#### EXERCISE PROMPT
All of the data should be given again word for word, though the images are to be left out.

#### EXTRACTED DATA

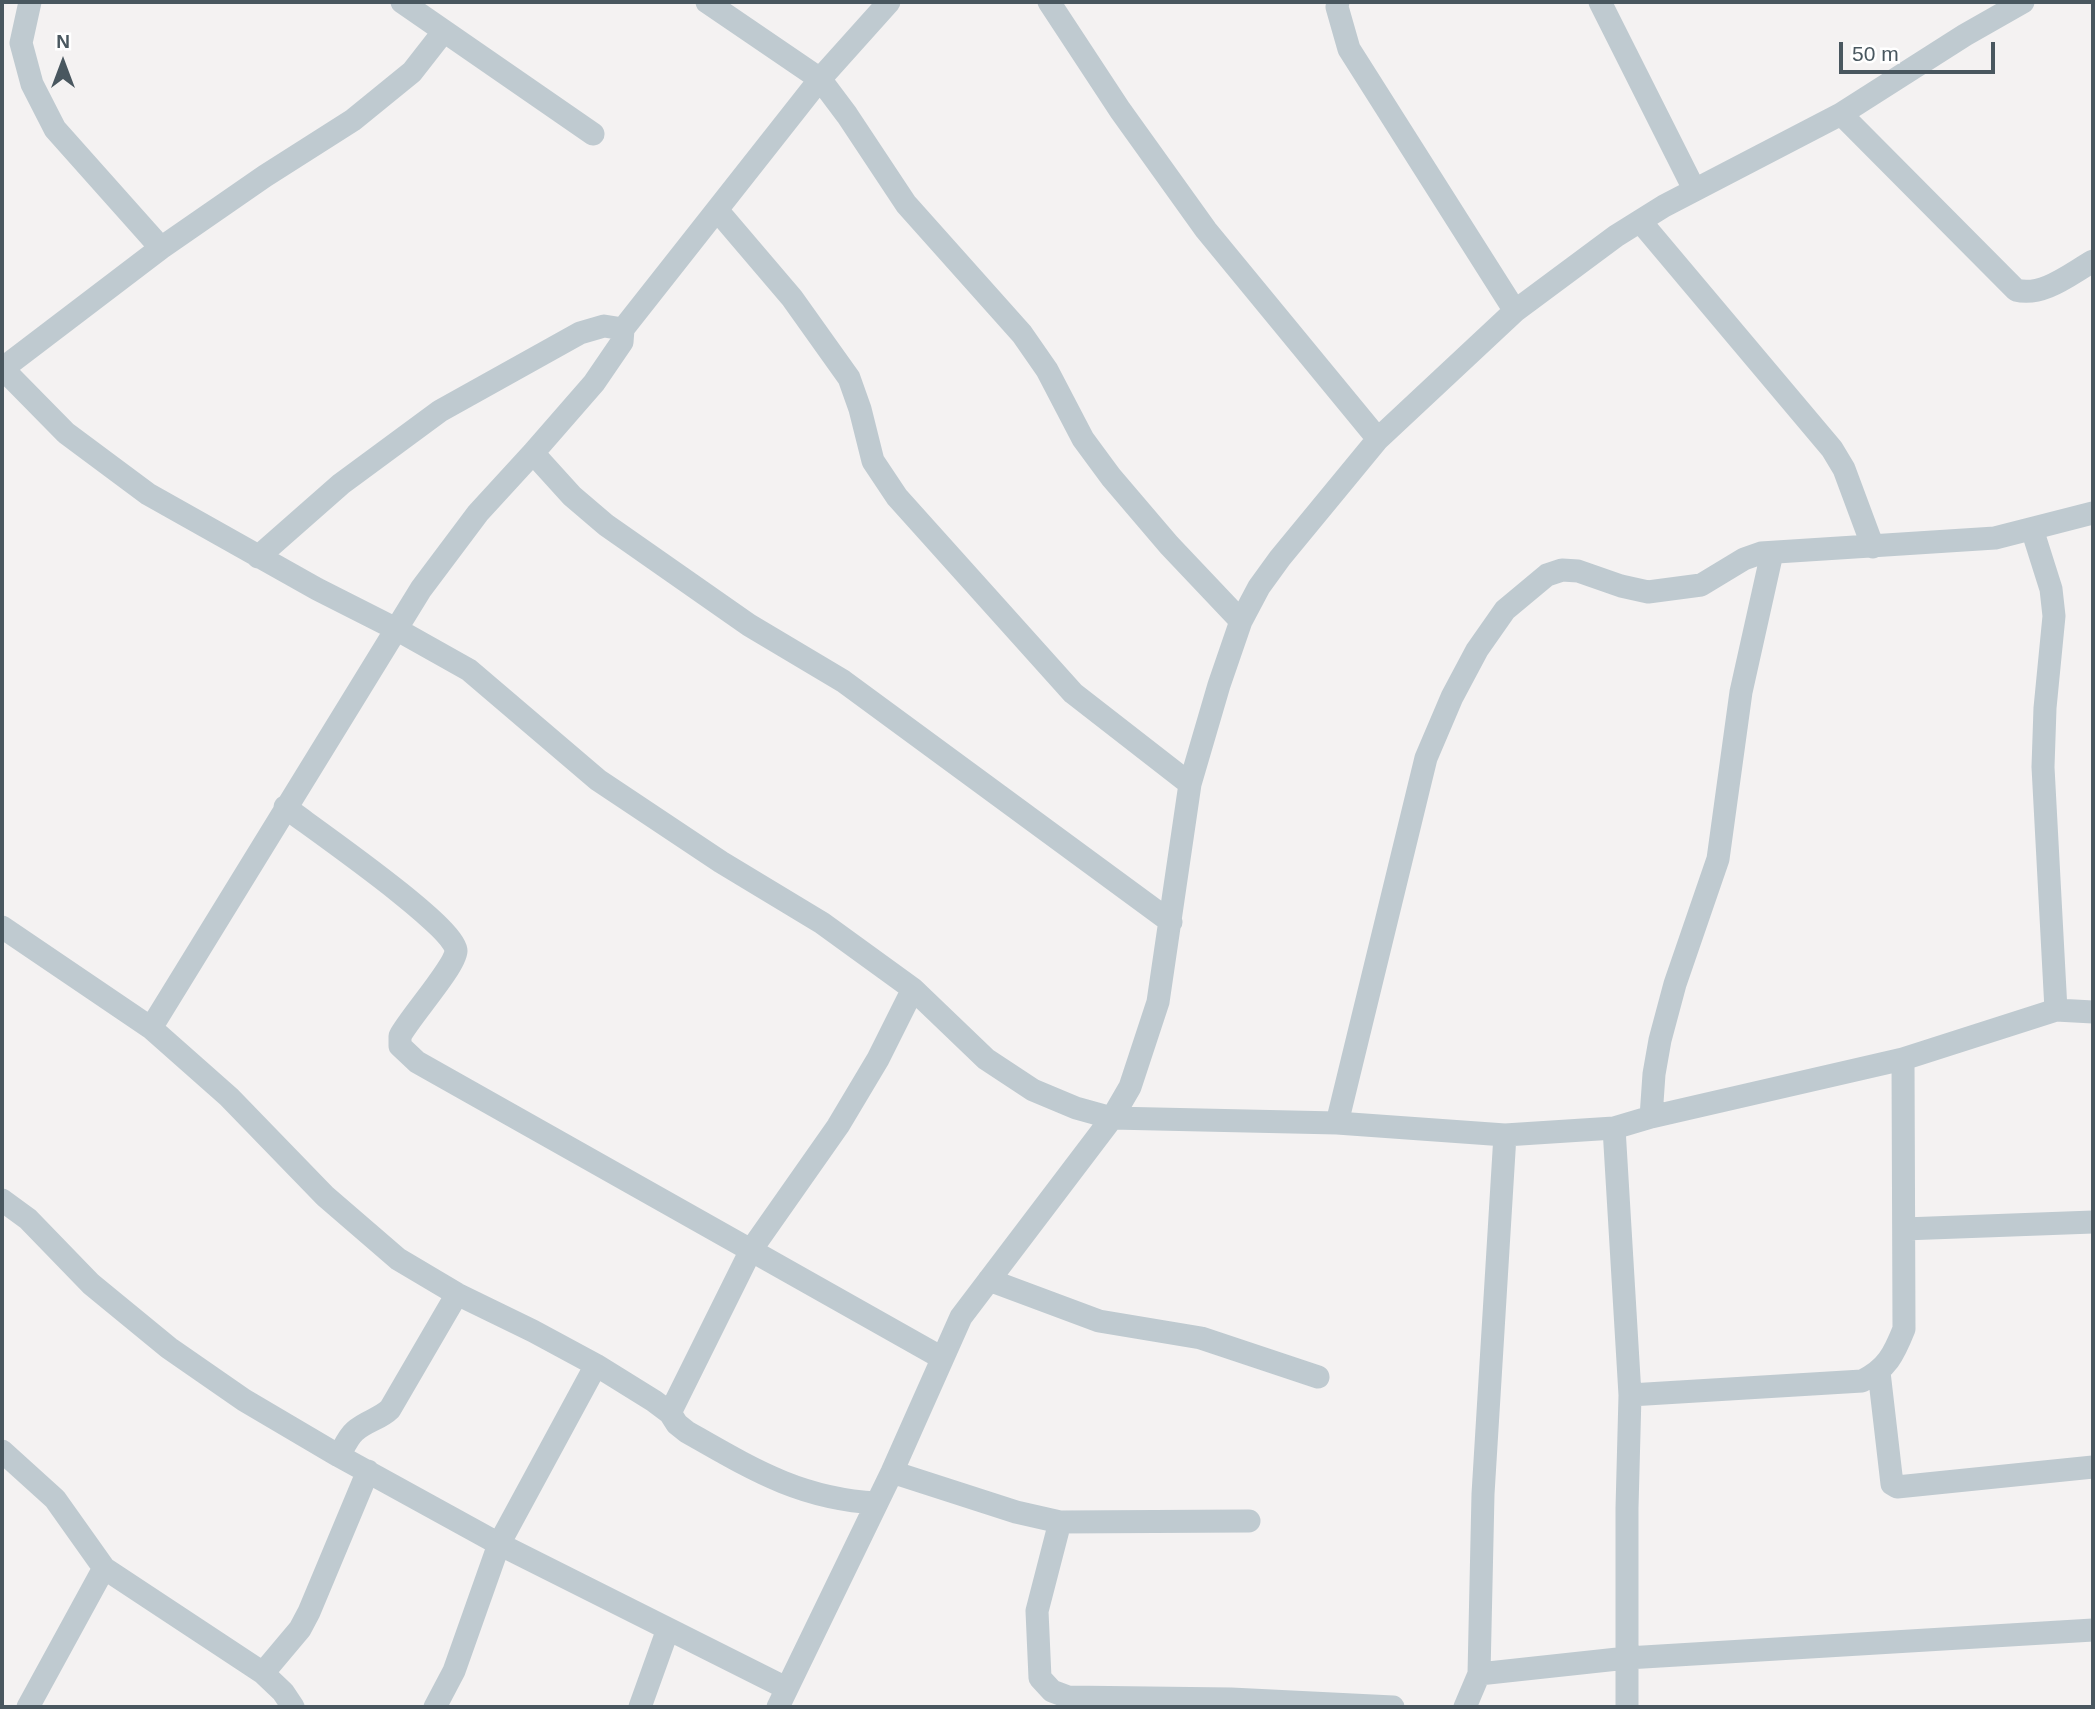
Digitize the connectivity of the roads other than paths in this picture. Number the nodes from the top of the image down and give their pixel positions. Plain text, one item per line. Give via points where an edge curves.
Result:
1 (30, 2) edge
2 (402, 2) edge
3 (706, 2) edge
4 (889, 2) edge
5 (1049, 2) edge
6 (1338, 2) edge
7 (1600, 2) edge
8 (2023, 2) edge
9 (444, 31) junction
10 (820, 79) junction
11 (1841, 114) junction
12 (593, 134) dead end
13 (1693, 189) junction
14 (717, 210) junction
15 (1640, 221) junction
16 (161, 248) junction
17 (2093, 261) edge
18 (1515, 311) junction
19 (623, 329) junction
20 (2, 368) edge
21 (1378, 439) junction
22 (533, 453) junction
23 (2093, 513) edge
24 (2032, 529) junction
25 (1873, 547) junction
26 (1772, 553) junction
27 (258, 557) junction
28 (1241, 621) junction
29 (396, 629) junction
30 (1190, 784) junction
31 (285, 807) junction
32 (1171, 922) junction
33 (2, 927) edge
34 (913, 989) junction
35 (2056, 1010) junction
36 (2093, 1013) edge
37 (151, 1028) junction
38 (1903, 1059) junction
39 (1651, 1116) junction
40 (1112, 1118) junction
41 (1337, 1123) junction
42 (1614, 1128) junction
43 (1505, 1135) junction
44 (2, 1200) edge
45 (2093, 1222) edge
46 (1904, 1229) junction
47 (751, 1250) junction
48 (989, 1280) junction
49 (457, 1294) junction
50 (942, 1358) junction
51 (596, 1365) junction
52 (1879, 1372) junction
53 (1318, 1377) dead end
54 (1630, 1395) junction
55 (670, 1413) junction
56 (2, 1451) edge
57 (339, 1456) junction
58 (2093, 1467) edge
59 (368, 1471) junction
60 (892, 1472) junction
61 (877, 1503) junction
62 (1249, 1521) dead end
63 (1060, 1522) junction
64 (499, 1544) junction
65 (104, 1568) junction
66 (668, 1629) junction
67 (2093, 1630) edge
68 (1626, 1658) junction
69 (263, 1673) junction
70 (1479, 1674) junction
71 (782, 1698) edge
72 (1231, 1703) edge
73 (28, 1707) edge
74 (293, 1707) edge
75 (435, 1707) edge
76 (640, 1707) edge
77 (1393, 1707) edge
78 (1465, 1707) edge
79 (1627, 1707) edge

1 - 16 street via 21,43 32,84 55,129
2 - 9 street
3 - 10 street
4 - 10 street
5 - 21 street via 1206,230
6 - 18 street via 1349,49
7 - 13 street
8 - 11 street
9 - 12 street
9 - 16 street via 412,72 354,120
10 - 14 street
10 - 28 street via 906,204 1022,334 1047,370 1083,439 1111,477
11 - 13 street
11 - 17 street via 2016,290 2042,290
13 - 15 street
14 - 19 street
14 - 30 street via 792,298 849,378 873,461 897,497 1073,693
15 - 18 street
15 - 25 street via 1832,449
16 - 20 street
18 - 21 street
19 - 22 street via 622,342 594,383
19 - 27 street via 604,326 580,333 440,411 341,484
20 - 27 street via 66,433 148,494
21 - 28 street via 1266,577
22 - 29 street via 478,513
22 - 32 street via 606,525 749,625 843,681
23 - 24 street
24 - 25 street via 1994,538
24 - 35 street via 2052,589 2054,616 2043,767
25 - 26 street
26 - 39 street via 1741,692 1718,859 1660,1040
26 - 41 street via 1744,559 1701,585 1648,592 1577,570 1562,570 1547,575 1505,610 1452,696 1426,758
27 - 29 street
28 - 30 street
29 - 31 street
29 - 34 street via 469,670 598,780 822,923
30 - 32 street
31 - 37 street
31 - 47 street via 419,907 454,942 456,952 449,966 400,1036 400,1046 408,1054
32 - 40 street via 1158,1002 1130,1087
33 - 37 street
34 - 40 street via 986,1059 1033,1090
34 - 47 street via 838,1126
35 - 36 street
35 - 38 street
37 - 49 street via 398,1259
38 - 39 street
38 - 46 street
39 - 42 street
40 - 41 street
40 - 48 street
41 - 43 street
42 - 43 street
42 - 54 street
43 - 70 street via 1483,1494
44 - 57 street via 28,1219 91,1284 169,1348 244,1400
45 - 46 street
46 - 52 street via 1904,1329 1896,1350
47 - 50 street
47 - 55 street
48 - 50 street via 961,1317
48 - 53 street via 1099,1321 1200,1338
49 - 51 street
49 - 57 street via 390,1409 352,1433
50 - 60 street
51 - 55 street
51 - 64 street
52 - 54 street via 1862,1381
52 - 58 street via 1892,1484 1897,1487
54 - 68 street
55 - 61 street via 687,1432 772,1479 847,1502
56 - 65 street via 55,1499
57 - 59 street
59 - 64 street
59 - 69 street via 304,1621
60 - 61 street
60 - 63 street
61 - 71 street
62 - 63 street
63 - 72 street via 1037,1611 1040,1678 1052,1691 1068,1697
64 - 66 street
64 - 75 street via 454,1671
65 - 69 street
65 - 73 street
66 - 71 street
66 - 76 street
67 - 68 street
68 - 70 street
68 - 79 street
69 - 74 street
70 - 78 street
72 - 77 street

#### TASK ANSWER
Digitize the connectivity of the roads other than paths in this picture. Number the nodes from the top of the image down and give their pixel positions. Plain text, one item per line. Give via points where an edge curves.
Result:
1 (30, 2) edge
2 (402, 2) edge
3 (706, 2) edge
4 (889, 2) edge
5 (1049, 2) edge
6 (1338, 2) edge
7 (1600, 2) edge
8 (2023, 2) edge
9 (444, 31) junction
10 (820, 79) junction
11 (1841, 114) junction
12 (593, 134) dead end
13 (1693, 189) junction
14 (717, 210) junction
15 (1640, 221) junction
16 (161, 248) junction
17 (2093, 261) edge
18 (1515, 311) junction
19 (623, 329) junction
20 (2, 368) edge
21 (1378, 439) junction
22 (533, 453) junction
23 (2093, 513) edge
24 (2032, 529) junction
25 (1873, 547) junction
26 (1772, 553) junction
27 (258, 557) junction
28 (1241, 621) junction
29 (396, 629) junction
30 (1190, 784) junction
31 (285, 807) junction
32 (1171, 922) junction
33 (2, 927) edge
34 (913, 989) junction
35 (2056, 1010) junction
36 (2093, 1013) edge
37 (151, 1028) junction
38 (1903, 1059) junction
39 (1651, 1116) junction
40 (1112, 1118) junction
41 (1337, 1123) junction
42 (1614, 1128) junction
43 (1505, 1135) junction
44 (2, 1200) edge
45 (2093, 1222) edge
46 (1904, 1229) junction
47 (751, 1250) junction
48 (989, 1280) junction
49 (457, 1294) junction
50 (942, 1358) junction
51 (596, 1365) junction
52 (1879, 1372) junction
53 (1318, 1377) dead end
54 (1630, 1395) junction
55 (670, 1413) junction
56 (2, 1451) edge
57 (339, 1456) junction
58 (2093, 1467) edge
59 (368, 1471) junction
60 (892, 1472) junction
61 (877, 1503) junction
62 (1249, 1521) dead end
63 (1060, 1522) junction
64 (499, 1544) junction
65 (104, 1568) junction
66 (668, 1629) junction
67 (2093, 1630) edge
68 (1626, 1658) junction
69 (263, 1673) junction
70 (1479, 1674) junction
71 (782, 1698) edge
72 (1231, 1703) edge
73 (28, 1707) edge
74 (293, 1707) edge
75 (435, 1707) edge
76 (640, 1707) edge
77 (1393, 1707) edge
78 (1465, 1707) edge
79 (1627, 1707) edge

1 - 16 street via 21,43 32,84 55,129
2 - 9 street
3 - 10 street
4 - 10 street
5 - 21 street via 1206,230
6 - 18 street via 1349,49
7 - 13 street
8 - 11 street
9 - 12 street
9 - 16 street via 412,72 354,120
10 - 14 street
10 - 28 street via 906,204 1022,334 1047,370 1083,439 1111,477
11 - 13 street
11 - 17 street via 2016,290 2042,290
13 - 15 street
14 - 19 street
14 - 30 street via 792,298 849,378 873,461 897,497 1073,693
15 - 18 street
15 - 25 street via 1832,449
16 - 20 street
18 - 21 street
19 - 22 street via 622,342 594,383
19 - 27 street via 604,326 580,333 440,411 341,484
20 - 27 street via 66,433 148,494
21 - 28 street via 1266,577
22 - 29 street via 478,513
22 - 32 street via 606,525 749,625 843,681
23 - 24 street
24 - 25 street via 1994,538
24 - 35 street via 2052,589 2054,616 2043,767
25 - 26 street
26 - 39 street via 1741,692 1718,859 1660,1040
26 - 41 street via 1744,559 1701,585 1648,592 1577,570 1562,570 1547,575 1505,610 1452,696 1426,758
27 - 29 street
28 - 30 street
29 - 31 street
29 - 34 street via 469,670 598,780 822,923
30 - 32 street
31 - 37 street
31 - 47 street via 419,907 454,942 456,952 449,966 400,1036 400,1046 408,1054
32 - 40 street via 1158,1002 1130,1087
33 - 37 street
34 - 40 street via 986,1059 1033,1090
34 - 47 street via 838,1126
35 - 36 street
35 - 38 street
37 - 49 street via 398,1259
38 - 39 street
38 - 46 street
39 - 42 street
40 - 41 street
40 - 48 street
41 - 43 street
42 - 43 street
42 - 54 street
43 - 70 street via 1483,1494
44 - 57 street via 28,1219 91,1284 169,1348 244,1400
45 - 46 street
46 - 52 street via 1904,1329 1896,1350
47 - 50 street
47 - 55 street
48 - 50 street via 961,1317
48 - 53 street via 1099,1321 1200,1338
49 - 51 street
49 - 57 street via 390,1409 352,1433
50 - 60 street
51 - 55 street
51 - 64 street
52 - 54 street via 1862,1381
52 - 58 street via 1892,1484 1897,1487
54 - 68 street
55 - 61 street via 687,1432 772,1479 847,1502
56 - 65 street via 55,1499
57 - 59 street
59 - 64 street
59 - 69 street via 304,1621
60 - 61 street
60 - 63 street
61 - 71 street
62 - 63 street
63 - 72 street via 1037,1611 1040,1678 1052,1691 1068,1697
64 - 66 street
64 - 75 street via 454,1671
65 - 69 street
65 - 73 street
66 - 71 street
66 - 76 street
67 - 68 street
68 - 70 street
68 - 79 street
69 - 74 street
70 - 78 street
72 - 77 street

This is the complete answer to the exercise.